▶ _Extracted entries_:
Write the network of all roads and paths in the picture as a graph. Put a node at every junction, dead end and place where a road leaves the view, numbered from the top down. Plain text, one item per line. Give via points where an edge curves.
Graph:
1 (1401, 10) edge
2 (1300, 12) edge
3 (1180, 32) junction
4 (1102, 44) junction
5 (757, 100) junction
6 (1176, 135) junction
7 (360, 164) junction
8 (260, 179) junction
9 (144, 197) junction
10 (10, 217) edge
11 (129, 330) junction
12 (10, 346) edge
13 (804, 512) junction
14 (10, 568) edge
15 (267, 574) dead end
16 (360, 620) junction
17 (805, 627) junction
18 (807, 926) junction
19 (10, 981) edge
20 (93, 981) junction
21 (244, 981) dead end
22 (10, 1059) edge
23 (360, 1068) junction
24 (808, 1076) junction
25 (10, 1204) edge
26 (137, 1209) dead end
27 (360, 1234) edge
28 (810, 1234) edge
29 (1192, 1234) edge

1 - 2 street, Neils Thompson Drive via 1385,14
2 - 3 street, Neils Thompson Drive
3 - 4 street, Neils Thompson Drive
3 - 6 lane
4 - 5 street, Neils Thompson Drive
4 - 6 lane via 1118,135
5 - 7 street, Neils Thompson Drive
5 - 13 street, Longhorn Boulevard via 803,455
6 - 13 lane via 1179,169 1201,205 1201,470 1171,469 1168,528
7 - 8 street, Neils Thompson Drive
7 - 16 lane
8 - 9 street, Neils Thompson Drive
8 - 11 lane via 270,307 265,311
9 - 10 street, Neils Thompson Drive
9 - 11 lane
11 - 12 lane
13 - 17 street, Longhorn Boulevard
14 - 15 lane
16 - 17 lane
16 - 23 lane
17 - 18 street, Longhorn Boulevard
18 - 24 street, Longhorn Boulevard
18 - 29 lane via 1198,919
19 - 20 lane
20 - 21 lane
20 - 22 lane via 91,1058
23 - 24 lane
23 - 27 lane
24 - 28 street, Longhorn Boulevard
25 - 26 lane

▶ _About this exercise_:
The records above need to be duplicated. Keep every word unchanged.

▶ _Written reply_:
Write the network of all roads and paths in the picture as a graph. Put a node at every junction, dead end and place where a road leaves the view, numbered from the top down. Plain text, one item per line. Give via points where an edge curves.
Graph:
1 (1401, 10) edge
2 (1300, 12) edge
3 (1180, 32) junction
4 (1102, 44) junction
5 (757, 100) junction
6 (1176, 135) junction
7 (360, 164) junction
8 (260, 179) junction
9 (144, 197) junction
10 (10, 217) edge
11 (129, 330) junction
12 (10, 346) edge
13 (804, 512) junction
14 (10, 568) edge
15 (267, 574) dead end
16 (360, 620) junction
17 (805, 627) junction
18 (807, 926) junction
19 (10, 981) edge
20 (93, 981) junction
21 (244, 981) dead end
22 (10, 1059) edge
23 (360, 1068) junction
24 (808, 1076) junction
25 (10, 1204) edge
26 (137, 1209) dead end
27 (360, 1234) edge
28 (810, 1234) edge
29 (1192, 1234) edge

1 - 2 street, Neils Thompson Drive via 1385,14
2 - 3 street, Neils Thompson Drive
3 - 4 street, Neils Thompson Drive
3 - 6 lane
4 - 5 street, Neils Thompson Drive
4 - 6 lane via 1118,135
5 - 7 street, Neils Thompson Drive
5 - 13 street, Longhorn Boulevard via 803,455
6 - 13 lane via 1179,169 1201,205 1201,470 1171,469 1168,528
7 - 8 street, Neils Thompson Drive
7 - 16 lane
8 - 9 street, Neils Thompson Drive
8 - 11 lane via 270,307 265,311
9 - 10 street, Neils Thompson Drive
9 - 11 lane
11 - 12 lane
13 - 17 street, Longhorn Boulevard
14 - 15 lane
16 - 17 lane
16 - 23 lane
17 - 18 street, Longhorn Boulevard
18 - 24 street, Longhorn Boulevard
18 - 29 lane via 1198,919
19 - 20 lane
20 - 21 lane
20 - 22 lane via 91,1058
23 - 24 lane
23 - 27 lane
24 - 28 street, Longhorn Boulevard
25 - 26 lane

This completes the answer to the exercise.